Task item: Copy the data precisely, character for character, and leave out every picture.

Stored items
★ ★ ★ ★ ★

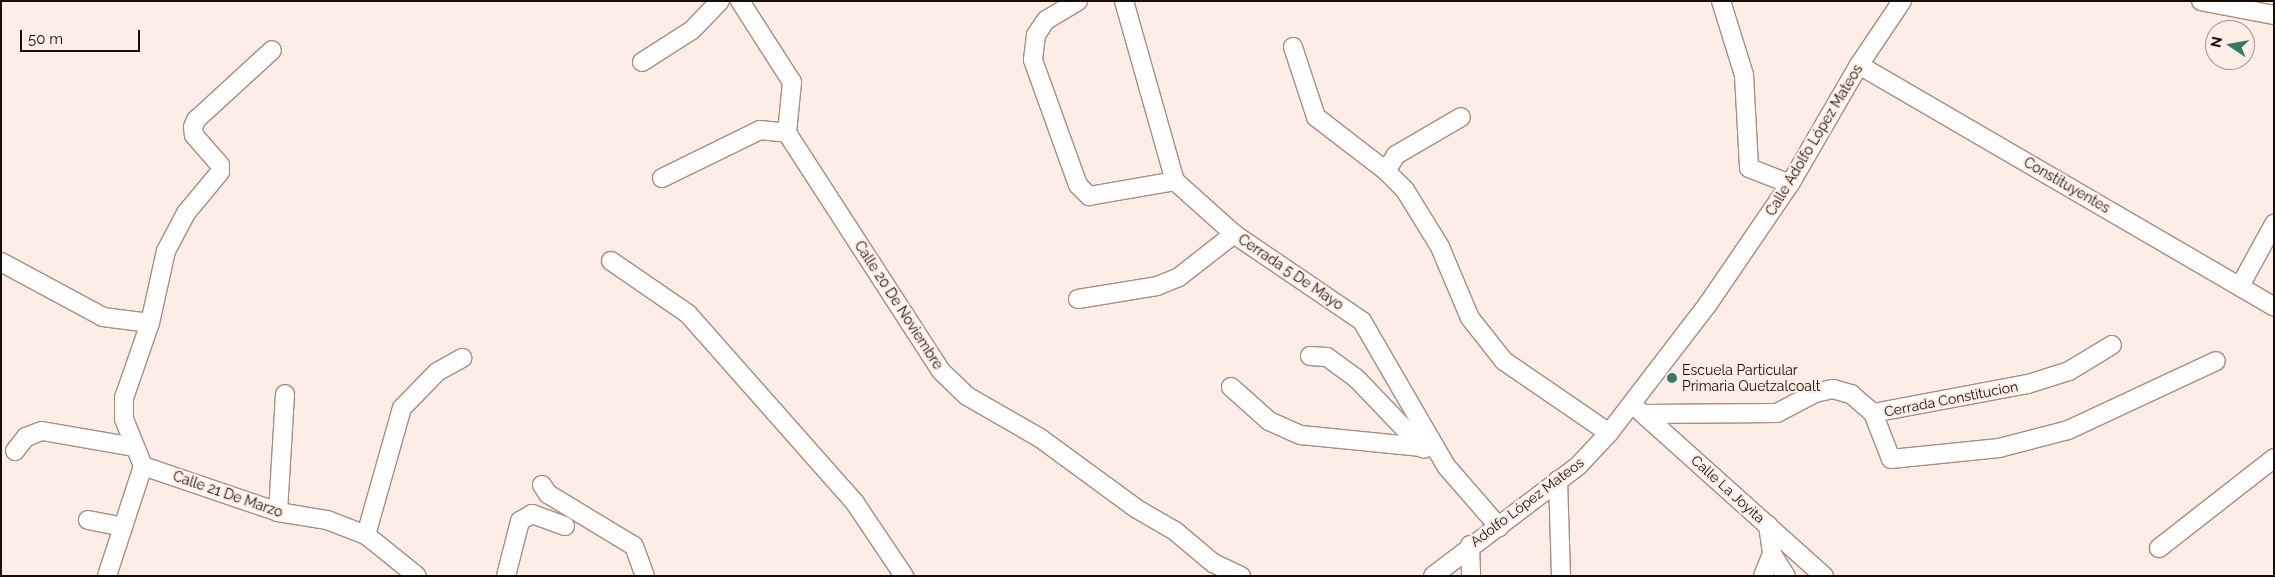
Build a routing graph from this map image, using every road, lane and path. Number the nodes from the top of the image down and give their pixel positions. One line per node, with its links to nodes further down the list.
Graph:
1 (720, 1): 11 (street)
2 (740, 1): 14 (street)
3 (1078, 1): 17 (street)
4 (1124, 1): 17 (street)
5 (1721, 1): 18 (street)
6 (1902, 1): 12 (street, Calle Adolfo López Mateos)
7 (2201, 1): 8 (street)
8 (2274, 16)
9 (1294, 46): 15 (street)
10 (272, 50): 27 (street)
11 (642, 62)
12 (1859, 65): 18 (street, Calle Adolfo López Mateos); 23 (street, Constituyentes)
13 (1461, 117): 15 (street)
14 (787, 133): 16 (street); 61 (street, Calle 20 De Noviembre)
15 (1386, 171): 36 (street)
16 (662, 178)
17 (1175, 181): 20 (street, Cerrada 5 De Mayo)
18 (1790, 184): 25 (street, Calle Adolfo López Mateos)
19 (2274, 224): 23 (street)
20 (1234, 234): 24 (street); 42 (street, Cerrada 5 De Mayo)
21 (611, 261): 60 (street)
22 (1, 262): 27 (street)
23 (2240, 286): 26 (street, Constituyentes)
24 (1078, 299)
25 (1708, 304): 34 (street, Adolfo López Mateos)
26 (2274, 307)
27 (150, 324): 37 (street)
28 (2112, 345): 35 (street, Cerrada Constitucion)
29 (1310, 356): 38 (street)
30 (462, 358): 51 (street)
31 (2216, 361): 35 (street, Cerrada Constitucion)
32 (1232, 387): 38 (street)
33 (285, 394): 45 (street)
34 (1637, 411): 35 (street); 36 (street, Adolfo López Mateos); 47 (street, Calle La Joyita)
35 (1873, 414)
36 (1609, 433): 43 (street, Adolfo López Mateos)
37 (134, 447): 39 (street); 41 (street)
38 (1421, 447): 42 (street)
39 (15, 451)
40 (2274, 458): 53 (street)
41 (143, 466): 45 (street, Calle 21 De Marzo); 49 (street)
42 (1446, 466): 50 (street, Cerrada 5 De Mayo)
43 (1558, 480): 50 (street, Adolfo López Mateos); 55 (street)
44 (542, 485): 59 (street)
45 (278, 512): 51 (street, Calle 21 De Marzo)
46 (88, 520): 49 (street)
47 (1768, 525): 54 (street); 66 (street, Calle La Joyita)
48 (565, 526): 58 (street)
49 (123, 527): 56 (street)
50 (1499, 527): 52 (street, Adolfo López Mateos)
51 (366, 535): 57 (street, Calle 21 De Marzo)
52 (1470, 545): 62 (street, Adolfo López Mateos); 63 (street)
53 (2159, 548)
54 (1772, 554): 64 (street); 65 (street)
55 (1562, 575)
56 (108, 576)
57 (417, 576)
58 (506, 576)
59 (645, 576)
60 (904, 576)
61 (1241, 576)
62 (1433, 576)
63 (1471, 576)
64 (1763, 576)
65 (1786, 576)
66 (1824, 576)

★ ★ ★ ★ ★

Worked solution:
Build a routing graph from this map image, using every road, lane and path. Number the nodes from the top of the image down and give their pixel positions. One line per node, with its links to nodes further down the list.
Graph:
1 (720, 1): 11 (street)
2 (740, 1): 14 (street)
3 (1078, 1): 17 (street)
4 (1124, 1): 17 (street)
5 (1721, 1): 18 (street)
6 (1902, 1): 12 (street, Calle Adolfo López Mateos)
7 (2201, 1): 8 (street)
8 (2274, 16)
9 (1294, 46): 15 (street)
10 (272, 50): 27 (street)
11 (642, 62)
12 (1859, 65): 18 (street, Calle Adolfo López Mateos); 23 (street, Constituyentes)
13 (1461, 117): 15 (street)
14 (787, 133): 16 (street); 61 (street, Calle 20 De Noviembre)
15 (1386, 171): 36 (street)
16 (662, 178)
17 (1175, 181): 20 (street, Cerrada 5 De Mayo)
18 (1790, 184): 25 (street, Calle Adolfo López Mateos)
19 (2274, 224): 23 (street)
20 (1234, 234): 24 (street); 42 (street, Cerrada 5 De Mayo)
21 (611, 261): 60 (street)
22 (1, 262): 27 (street)
23 (2240, 286): 26 (street, Constituyentes)
24 (1078, 299)
25 (1708, 304): 34 (street, Adolfo López Mateos)
26 (2274, 307)
27 (150, 324): 37 (street)
28 (2112, 345): 35 (street, Cerrada Constitucion)
29 (1310, 356): 38 (street)
30 (462, 358): 51 (street)
31 (2216, 361): 35 (street, Cerrada Constitucion)
32 (1232, 387): 38 (street)
33 (285, 394): 45 (street)
34 (1637, 411): 35 (street); 36 (street, Adolfo López Mateos); 47 (street, Calle La Joyita)
35 (1873, 414)
36 (1609, 433): 43 (street, Adolfo López Mateos)
37 (134, 447): 39 (street); 41 (street)
38 (1421, 447): 42 (street)
39 (15, 451)
40 (2274, 458): 53 (street)
41 (143, 466): 45 (street, Calle 21 De Marzo); 49 (street)
42 (1446, 466): 50 (street, Cerrada 5 De Mayo)
43 (1558, 480): 50 (street, Adolfo López Mateos); 55 (street)
44 (542, 485): 59 (street)
45 (278, 512): 51 (street, Calle 21 De Marzo)
46 (88, 520): 49 (street)
47 (1768, 525): 54 (street); 66 (street, Calle La Joyita)
48 (565, 526): 58 (street)
49 (123, 527): 56 (street)
50 (1499, 527): 52 (street, Adolfo López Mateos)
51 (366, 535): 57 (street, Calle 21 De Marzo)
52 (1470, 545): 62 (street, Adolfo López Mateos); 63 (street)
53 (2159, 548)
54 (1772, 554): 64 (street); 65 (street)
55 (1562, 575)
56 (108, 576)
57 (417, 576)
58 (506, 576)
59 (645, 576)
60 (904, 576)
61 (1241, 576)
62 (1433, 576)
63 (1471, 576)
64 (1763, 576)
65 (1786, 576)
66 (1824, 576)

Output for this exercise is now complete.